Drizzle. It doesn't hurt the body, but it depresses the soul. A continuous watery hiss, which blows upwards, sideways and down. Inescapable. The clinging mist confined Mike's senses as surely as the injury imprisoned his body. He couldn't go anywhere or see anything. His right ankle was fractured. At least, he assumed it must be broken to have produced so much pain. His only comfort was that the creeping coldness numbed the feeling in his leg, dulling the agony. But not the pain in his mind.

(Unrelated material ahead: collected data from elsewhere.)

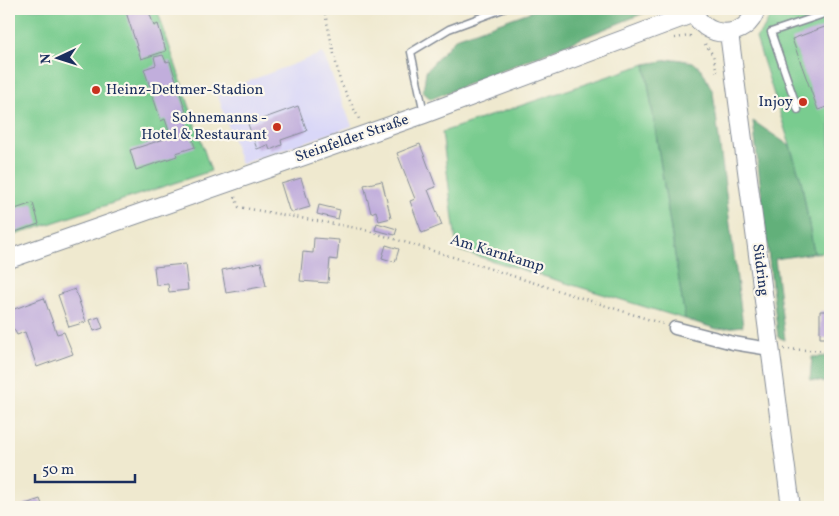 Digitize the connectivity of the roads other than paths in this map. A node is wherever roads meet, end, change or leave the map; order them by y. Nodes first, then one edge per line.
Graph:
1 (503, 9) edge
2 (756, 9) edge
3 (693, 11) edge
4 (830, 12) edge
5 (729, 33) junction
6 (798, 110) dead end
7 (424, 114) junction
8 (9, 258) edge
9 (675, 328) road end
10 (770, 349) junction
11 (791, 507) edge

1 - 7 lane
2 - 5 street
3 - 5 street, Steinfelder Straße
3 - 7 street, Steinfelder Straße
4 - 6 lane
5 - 10 street, Südring
7 - 8 street, Steinfelder Straße
9 - 10 street
10 - 11 street, Südring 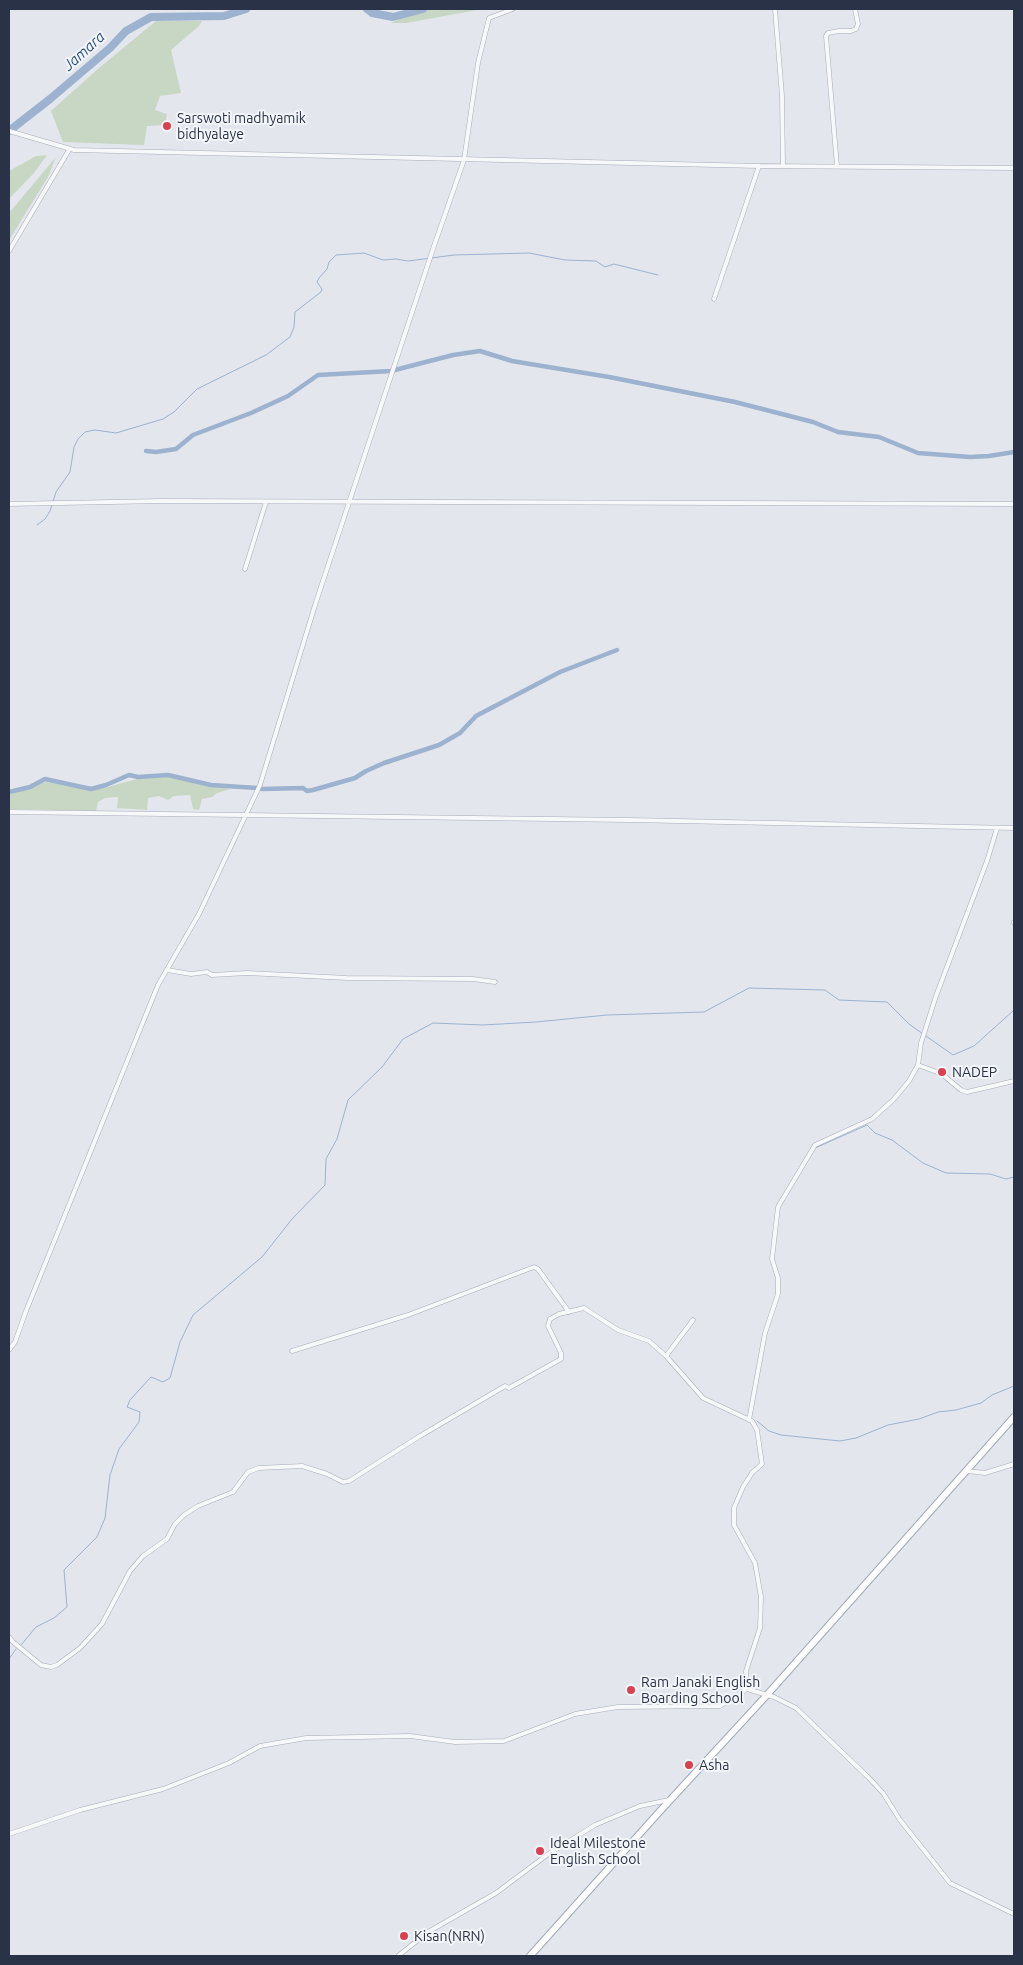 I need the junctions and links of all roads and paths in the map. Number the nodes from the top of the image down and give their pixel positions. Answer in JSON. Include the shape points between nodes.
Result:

How good he had felt, striding across the moor earlier in the day. The burst of early spring sunshine encouraged such optimism that he struck up a song as he walked (after checking that no one was around to hear the performance). Gathering clouds scarcely dented his elation until the drizzle began to fall, dampening a broad, flat rock just enough to make it treacherous when he stepped on it. He tried to get up when he fell, but the grass was slippery and his leg wouldn't co-operate. He looked all around, but saw nothing. He shouted for help, but no-one could hear him. He was in one of Dartmoor's soggy hollows: quite shallow, but deep enough to hide a man who was lying down. And the night was closing in. Other walkers might have spotted him easily in daylight, if they came close enough, but nobody would come here in the dark and in this weather.
Mike didn't bother to wipe the drips that were falling from his chin and his nose. What point was there when everything about him was already saturated? He wondered whether his bald head would be warmer or colder in the damp air than in his woollen hat, but opted to keep wearing the sodden headgear. Wetness ruled, quenching all hope, and his hopelessness was reinforced by the monotonous noise of the swishing rain, which drowned all other sounds. He knew there must be a road nearby, but no traffic noise penetrated the muffling curtain. He thought of his own car, just as lonely as he was, abandoned in a National Trust car park where overnight parking was banned.
It was the car that alerted the police to his plight. An officer shone his torch at the abandoned vehicle and noted the registration. A number check identified that the car belonged to Mike's employers and a call to the company's traffic office connected them to Bill Johnson. It was lucky that Bill was on duty that night. A fellow walker, Bill had joined Mike on several past outings, and he ventured a guess at the route that his friend might have taken. The clatter of helicopter rotors gradually differentiated themselves from the fussing rainfall and Mike allowed himself a first flickering gleam of hope.
His yellow rucksack reflected the searchlight beam as the chopper homed in on its weary target. Mike marvelled at the skill of the pilot, landing safely on a grassy mound, which was almost impossible to see in the limited visibility. Cheery voices rekindled a smile that had been washed away by the myriad rivulets, which trickled down his neck, his back and his legs. The paramedics splinted Mike's leg, lifted him out of the hole, half carried him across to the helicopter and strapped him into a seat behind the pilot. They fitted him with a helmet, complete with headset and microphone - Mike's first dry clothing for five hours, and a welcome relief from the incessant hiss of the drizzle. In the air, Plymouth's lights, though dimmed by the mist, started to penetrate Mike's psyche and revive his optimism. Dry clothes, warm blankets, hot tea and the ministrations of cheerful nurses set in train a healing process that would have Mike walking again in a couple of months.